§ LISTED RECORDS
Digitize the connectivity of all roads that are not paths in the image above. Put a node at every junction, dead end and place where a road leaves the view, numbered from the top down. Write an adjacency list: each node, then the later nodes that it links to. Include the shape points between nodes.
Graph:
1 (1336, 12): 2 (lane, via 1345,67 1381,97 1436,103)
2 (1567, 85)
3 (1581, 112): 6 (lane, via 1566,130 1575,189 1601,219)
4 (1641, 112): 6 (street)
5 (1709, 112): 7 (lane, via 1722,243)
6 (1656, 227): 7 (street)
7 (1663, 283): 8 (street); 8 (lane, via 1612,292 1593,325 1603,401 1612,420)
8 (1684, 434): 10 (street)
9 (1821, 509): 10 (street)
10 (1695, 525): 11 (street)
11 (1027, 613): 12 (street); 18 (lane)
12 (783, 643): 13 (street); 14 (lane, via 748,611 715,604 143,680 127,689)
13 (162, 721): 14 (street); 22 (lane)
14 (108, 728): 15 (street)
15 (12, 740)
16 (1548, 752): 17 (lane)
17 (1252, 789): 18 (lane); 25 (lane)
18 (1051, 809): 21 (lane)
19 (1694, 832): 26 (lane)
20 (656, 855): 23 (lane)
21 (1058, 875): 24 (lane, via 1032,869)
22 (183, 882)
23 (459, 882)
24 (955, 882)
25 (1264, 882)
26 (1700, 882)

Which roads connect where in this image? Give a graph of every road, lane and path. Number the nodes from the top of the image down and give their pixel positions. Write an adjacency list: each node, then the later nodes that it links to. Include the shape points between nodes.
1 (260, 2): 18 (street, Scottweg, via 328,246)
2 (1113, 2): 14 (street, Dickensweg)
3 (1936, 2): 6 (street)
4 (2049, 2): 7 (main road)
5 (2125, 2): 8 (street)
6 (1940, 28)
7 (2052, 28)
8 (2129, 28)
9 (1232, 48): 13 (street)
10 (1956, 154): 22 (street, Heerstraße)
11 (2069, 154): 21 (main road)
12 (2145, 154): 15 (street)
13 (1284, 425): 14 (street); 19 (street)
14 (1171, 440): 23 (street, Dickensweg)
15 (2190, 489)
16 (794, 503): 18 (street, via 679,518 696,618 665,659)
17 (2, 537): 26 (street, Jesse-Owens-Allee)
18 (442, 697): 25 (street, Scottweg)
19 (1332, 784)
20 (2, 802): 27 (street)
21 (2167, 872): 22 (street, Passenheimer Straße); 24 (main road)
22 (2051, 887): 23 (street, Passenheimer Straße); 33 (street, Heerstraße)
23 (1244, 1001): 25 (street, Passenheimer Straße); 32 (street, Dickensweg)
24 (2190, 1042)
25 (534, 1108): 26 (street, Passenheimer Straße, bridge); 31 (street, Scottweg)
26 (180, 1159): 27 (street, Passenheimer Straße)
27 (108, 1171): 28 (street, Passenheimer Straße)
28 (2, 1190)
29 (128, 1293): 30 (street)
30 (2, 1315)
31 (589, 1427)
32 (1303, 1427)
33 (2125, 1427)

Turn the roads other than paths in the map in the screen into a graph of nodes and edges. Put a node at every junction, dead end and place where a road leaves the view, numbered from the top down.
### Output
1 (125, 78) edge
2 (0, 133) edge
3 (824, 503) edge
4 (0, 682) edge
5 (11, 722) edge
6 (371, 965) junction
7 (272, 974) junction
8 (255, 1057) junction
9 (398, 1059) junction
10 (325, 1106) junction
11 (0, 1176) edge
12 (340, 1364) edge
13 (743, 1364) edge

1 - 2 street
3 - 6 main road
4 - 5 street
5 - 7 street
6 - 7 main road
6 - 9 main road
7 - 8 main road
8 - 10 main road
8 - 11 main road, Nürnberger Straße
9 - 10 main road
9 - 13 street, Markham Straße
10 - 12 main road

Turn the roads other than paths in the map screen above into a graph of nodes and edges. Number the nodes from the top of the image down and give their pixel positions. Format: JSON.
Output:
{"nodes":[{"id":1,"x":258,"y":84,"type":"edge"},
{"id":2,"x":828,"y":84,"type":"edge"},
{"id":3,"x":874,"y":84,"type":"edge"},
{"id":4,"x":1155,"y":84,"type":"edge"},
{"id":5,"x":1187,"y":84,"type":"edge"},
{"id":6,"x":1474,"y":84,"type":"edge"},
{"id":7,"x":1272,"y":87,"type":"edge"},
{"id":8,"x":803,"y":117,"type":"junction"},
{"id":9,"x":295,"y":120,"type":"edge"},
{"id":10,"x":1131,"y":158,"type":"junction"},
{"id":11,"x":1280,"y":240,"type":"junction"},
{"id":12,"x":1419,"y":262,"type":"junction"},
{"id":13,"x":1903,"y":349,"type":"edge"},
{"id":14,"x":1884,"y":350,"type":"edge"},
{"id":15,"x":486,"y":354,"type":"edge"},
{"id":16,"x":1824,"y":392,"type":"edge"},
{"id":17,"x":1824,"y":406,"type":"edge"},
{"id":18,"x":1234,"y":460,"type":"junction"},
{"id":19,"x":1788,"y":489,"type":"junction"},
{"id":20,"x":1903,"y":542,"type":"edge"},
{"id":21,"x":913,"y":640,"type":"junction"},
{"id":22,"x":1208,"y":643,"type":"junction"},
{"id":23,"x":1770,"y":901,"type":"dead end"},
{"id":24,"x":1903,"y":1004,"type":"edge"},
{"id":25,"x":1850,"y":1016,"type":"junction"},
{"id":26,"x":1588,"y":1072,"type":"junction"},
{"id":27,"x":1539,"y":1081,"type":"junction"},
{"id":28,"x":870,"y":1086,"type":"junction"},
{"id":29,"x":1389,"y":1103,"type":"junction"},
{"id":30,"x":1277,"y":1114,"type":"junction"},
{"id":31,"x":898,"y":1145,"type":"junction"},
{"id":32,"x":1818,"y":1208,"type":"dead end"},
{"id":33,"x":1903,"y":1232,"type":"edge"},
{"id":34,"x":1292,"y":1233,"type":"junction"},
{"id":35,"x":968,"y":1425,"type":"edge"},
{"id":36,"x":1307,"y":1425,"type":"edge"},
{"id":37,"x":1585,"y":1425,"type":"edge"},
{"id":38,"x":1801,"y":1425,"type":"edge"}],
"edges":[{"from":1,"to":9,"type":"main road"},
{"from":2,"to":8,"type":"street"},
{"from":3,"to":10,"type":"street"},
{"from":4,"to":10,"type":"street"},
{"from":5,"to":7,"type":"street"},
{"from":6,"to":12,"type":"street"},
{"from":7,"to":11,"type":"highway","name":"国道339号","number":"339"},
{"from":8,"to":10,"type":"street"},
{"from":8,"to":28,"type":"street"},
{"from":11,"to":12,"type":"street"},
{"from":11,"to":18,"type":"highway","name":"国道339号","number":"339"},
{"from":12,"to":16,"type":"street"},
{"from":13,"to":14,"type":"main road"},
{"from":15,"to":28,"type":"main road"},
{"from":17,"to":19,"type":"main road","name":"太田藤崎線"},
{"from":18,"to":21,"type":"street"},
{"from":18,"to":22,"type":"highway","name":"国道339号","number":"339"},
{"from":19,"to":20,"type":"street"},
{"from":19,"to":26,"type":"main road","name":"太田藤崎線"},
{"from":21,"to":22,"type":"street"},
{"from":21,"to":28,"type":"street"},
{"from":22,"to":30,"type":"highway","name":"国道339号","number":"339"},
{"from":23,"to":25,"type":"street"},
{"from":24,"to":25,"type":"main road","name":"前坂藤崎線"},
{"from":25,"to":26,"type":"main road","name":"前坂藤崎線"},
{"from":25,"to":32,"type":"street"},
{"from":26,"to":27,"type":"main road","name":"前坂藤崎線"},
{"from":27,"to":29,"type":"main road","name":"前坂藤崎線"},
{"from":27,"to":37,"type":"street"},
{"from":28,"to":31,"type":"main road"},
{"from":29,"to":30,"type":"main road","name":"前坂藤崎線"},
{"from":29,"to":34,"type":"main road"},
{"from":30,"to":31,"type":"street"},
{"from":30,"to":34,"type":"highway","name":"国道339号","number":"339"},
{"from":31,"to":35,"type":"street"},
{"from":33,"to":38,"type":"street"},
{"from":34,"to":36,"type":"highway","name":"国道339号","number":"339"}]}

§ PROBLEM TO WORK ON
When a line in the records above contains the word "Scottweg", copy it.

§ EXPECTED OUTPUT
1 (260, 2): 18 (street, Scottweg, via 328,246)
18 (442, 697): 25 (street, Scottweg)
25 (534, 1108): 26 (street, Passenheimer Straße, bridge); 31 (street, Scottweg)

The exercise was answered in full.